Collected data entries

━━━━━━━━━━

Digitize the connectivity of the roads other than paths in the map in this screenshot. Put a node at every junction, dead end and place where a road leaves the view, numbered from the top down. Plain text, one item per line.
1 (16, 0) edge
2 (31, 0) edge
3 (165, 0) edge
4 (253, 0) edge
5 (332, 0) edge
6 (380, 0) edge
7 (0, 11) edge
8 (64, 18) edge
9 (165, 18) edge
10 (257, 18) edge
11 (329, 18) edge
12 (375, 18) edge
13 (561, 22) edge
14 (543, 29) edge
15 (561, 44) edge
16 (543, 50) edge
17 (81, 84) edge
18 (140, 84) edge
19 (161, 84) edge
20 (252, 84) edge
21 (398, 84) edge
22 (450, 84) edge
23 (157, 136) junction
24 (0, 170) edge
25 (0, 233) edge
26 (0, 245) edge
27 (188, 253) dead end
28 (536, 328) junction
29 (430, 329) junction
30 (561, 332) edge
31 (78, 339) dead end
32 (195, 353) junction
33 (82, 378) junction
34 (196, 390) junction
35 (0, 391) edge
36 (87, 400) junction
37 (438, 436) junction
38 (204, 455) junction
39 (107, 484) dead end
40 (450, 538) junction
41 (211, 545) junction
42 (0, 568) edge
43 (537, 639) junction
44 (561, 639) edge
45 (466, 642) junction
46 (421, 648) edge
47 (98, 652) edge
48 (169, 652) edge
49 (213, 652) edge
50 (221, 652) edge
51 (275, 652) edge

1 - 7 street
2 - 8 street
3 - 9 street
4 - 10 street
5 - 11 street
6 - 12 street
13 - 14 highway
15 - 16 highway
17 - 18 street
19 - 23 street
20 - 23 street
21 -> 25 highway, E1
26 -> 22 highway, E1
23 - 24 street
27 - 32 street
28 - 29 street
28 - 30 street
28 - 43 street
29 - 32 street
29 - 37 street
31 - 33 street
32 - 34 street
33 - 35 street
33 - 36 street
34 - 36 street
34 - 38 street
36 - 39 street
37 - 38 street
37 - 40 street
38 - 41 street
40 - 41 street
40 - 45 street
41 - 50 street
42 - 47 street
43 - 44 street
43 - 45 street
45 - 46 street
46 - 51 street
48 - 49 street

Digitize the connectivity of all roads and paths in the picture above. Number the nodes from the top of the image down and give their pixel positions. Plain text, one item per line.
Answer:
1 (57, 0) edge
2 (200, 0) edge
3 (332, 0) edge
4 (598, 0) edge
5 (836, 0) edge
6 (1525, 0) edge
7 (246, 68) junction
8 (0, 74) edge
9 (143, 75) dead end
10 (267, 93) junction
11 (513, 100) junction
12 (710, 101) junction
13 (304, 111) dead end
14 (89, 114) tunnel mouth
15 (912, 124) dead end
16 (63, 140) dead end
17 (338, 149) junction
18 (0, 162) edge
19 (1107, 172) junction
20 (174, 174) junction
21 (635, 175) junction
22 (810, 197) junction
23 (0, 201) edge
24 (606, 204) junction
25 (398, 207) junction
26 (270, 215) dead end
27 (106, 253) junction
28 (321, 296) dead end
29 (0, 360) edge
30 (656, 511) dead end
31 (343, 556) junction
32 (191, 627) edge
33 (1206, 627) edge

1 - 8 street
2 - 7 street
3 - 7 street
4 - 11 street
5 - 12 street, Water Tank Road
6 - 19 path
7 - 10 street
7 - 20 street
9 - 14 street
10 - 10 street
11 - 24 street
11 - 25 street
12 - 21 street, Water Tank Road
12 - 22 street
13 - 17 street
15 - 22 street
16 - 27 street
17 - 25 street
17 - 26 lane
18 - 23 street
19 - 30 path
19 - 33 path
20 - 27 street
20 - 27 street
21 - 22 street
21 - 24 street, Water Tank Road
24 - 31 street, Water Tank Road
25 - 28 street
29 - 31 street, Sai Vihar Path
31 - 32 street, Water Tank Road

━━━━━━━━━━

PROBLEM
Reproduce, word for word, every line starting at the line that contains "Digitize the connectivity of all" and ending with the final line of the entries.

RESULT OF THE TASK
Digitize the connectivity of all roads and paths in the picture above. Number the nodes from the top of the image down and give their pixel positions. Plain text, one item per line.
Answer:
1 (57, 0) edge
2 (200, 0) edge
3 (332, 0) edge
4 (598, 0) edge
5 (836, 0) edge
6 (1525, 0) edge
7 (246, 68) junction
8 (0, 74) edge
9 (143, 75) dead end
10 (267, 93) junction
11 (513, 100) junction
12 (710, 101) junction
13 (304, 111) dead end
14 (89, 114) tunnel mouth
15 (912, 124) dead end
16 (63, 140) dead end
17 (338, 149) junction
18 (0, 162) edge
19 (1107, 172) junction
20 (174, 174) junction
21 (635, 175) junction
22 (810, 197) junction
23 (0, 201) edge
24 (606, 204) junction
25 (398, 207) junction
26 (270, 215) dead end
27 (106, 253) junction
28 (321, 296) dead end
29 (0, 360) edge
30 (656, 511) dead end
31 (343, 556) junction
32 (191, 627) edge
33 (1206, 627) edge

1 - 8 street
2 - 7 street
3 - 7 street
4 - 11 street
5 - 12 street, Water Tank Road
6 - 19 path
7 - 10 street
7 - 20 street
9 - 14 street
10 - 10 street
11 - 24 street
11 - 25 street
12 - 21 street, Water Tank Road
12 - 22 street
13 - 17 street
15 - 22 street
16 - 27 street
17 - 25 street
17 - 26 lane
18 - 23 street
19 - 30 path
19 - 33 path
20 - 27 street
20 - 27 street
21 - 22 street
21 - 24 street, Water Tank Road
24 - 31 street, Water Tank Road
25 - 28 street
29 - 31 street, Sai Vihar Path
31 - 32 street, Water Tank Road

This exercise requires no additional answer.